⟨

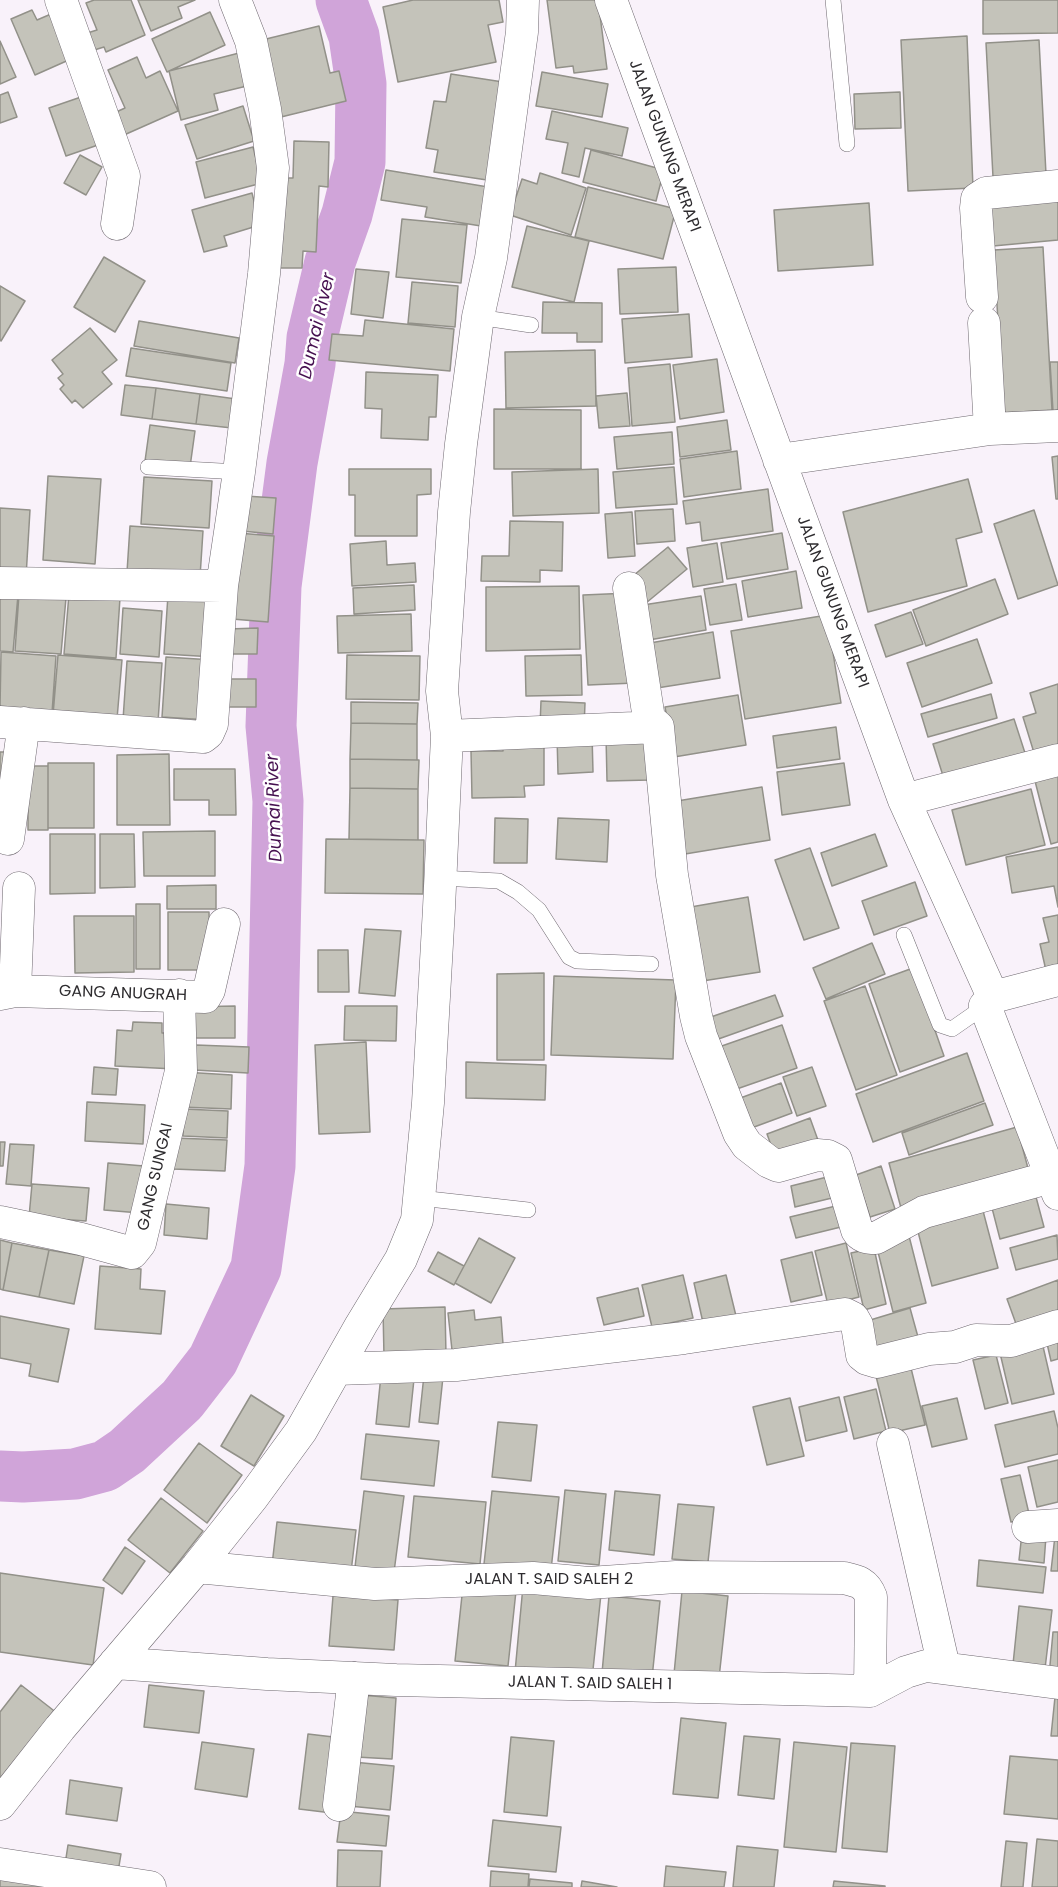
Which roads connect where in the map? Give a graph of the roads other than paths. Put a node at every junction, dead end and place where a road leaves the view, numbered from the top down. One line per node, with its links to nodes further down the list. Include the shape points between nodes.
1 (62, 0): 8 (street, via 124,176)
2 (235, 0): 15 (street, via 251,41 273,168)
3 (524, 0): 9 (street, via 491,258)
4 (611, 0): 13 (street, JALAN GUNUNG MERAPI)
5 (832, 0): 6 (lane)
6 (847, 144)
7 (1058, 186): 12 (street, via 986,193 977,199)
8 (117, 224)
9 (478, 317): 10 (lane); 21 (street, via 454,524 442,691)
10 (531, 325)
11 (1058, 426): 12 (street)
12 (990, 429): 13 (street)
13 (779, 460): 23 (street, JALAN GUNUNG MERAPI)
14 (148, 467): 15 (lane)
15 (239, 472): 17 (street)
16 (0, 583): 17 (street)
17 (222, 586): 19 (street, via 212,724 208,734 203,737)
18 (630, 588): 20 (street, via 649,719)
19 (12, 722): 24 (street)
20 (658, 727): 21 (street); 34 (street, via 672,875 696,1016 742,1141 778,1166 818,1155 836,1160 857,1230 869,1238 924,1212)
21 (447, 736): 25 (street)
22 (1058, 760): 23 (street)
23 (904, 800): 33 (street, JALAN GUNUNG MERAPI)
24 (8, 839)
25 (440, 878): 29 (lane, via 499,881 518,892 538,910 569,957 577,961); 35 (street)
26 (19, 888): 31 (street)
27 (224, 924): 32 (street, GANG ANUGRAH, via 208,994)
28 (904, 935): 33 (lane, via 940,1025 952,1029)
29 (651, 964)
30 (1058, 980): 33 (street)
31 (8, 993): 32 (street, GANG ANUGRAH)
32 (179, 995): 37 (street, GANG SUNGAI, via 181,1071 140,1243 132,1253)
33 (989, 1001): 34 (street, JALAN GUNUNG MERAPI)
34 (1055, 1186)
35 (420, 1198): 36 (lane); 39 (street, via 417,1220 401,1259)
36 (528, 1210)
37 (0, 1222)
38 (1058, 1326): 39 (street, via 1011,1341 976,1340 877,1362 862,1355 857,1325 845,1314 456,1365)
39 (336, 1369): 41 (street, via 301,1431)
40 (893, 1444): 43 (street)
41 (197, 1567): 42 (street); 46 (street, JALAN T. SAID SALEH 2, via 375,1584 533,1578 590,1583 676,1577 856,1580 871,1597)
42 (115, 1663): 44 (street, JALAN T. SAID SALEH 1); 47 (street)
43 (944, 1666): 45 (street, JALAN T. SAID SALEH 1); 46 (street, JALAN T. SAID SALEH 1, via 926,1665)
44 (354, 1678): 46 (street, JALAN T. SAID SALEH 1); 48 (street)
45 (1058, 1683)
46 (870, 1691)
47 (0, 1804)
48 (339, 1804)
49 (0, 1864): 50 (street)
50 (150, 1887)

⟩

● WORK REQUIRED:
Show, from the listing above, every line holding the word "SALEH".

● WRITTEN ANSWER:
41 (197, 1567): 42 (street); 46 (street, JALAN T. SAID SALEH 2, via 375,1584 533,1578 590,1583 676,1577 856,1580 871,1597)
42 (115, 1663): 44 (street, JALAN T. SAID SALEH 1); 47 (street)
43 (944, 1666): 45 (street, JALAN T. SAID SALEH 1); 46 (street, JALAN T. SAID SALEH 1, via 926,1665)
44 (354, 1678): 46 (street, JALAN T. SAID SALEH 1); 48 (street)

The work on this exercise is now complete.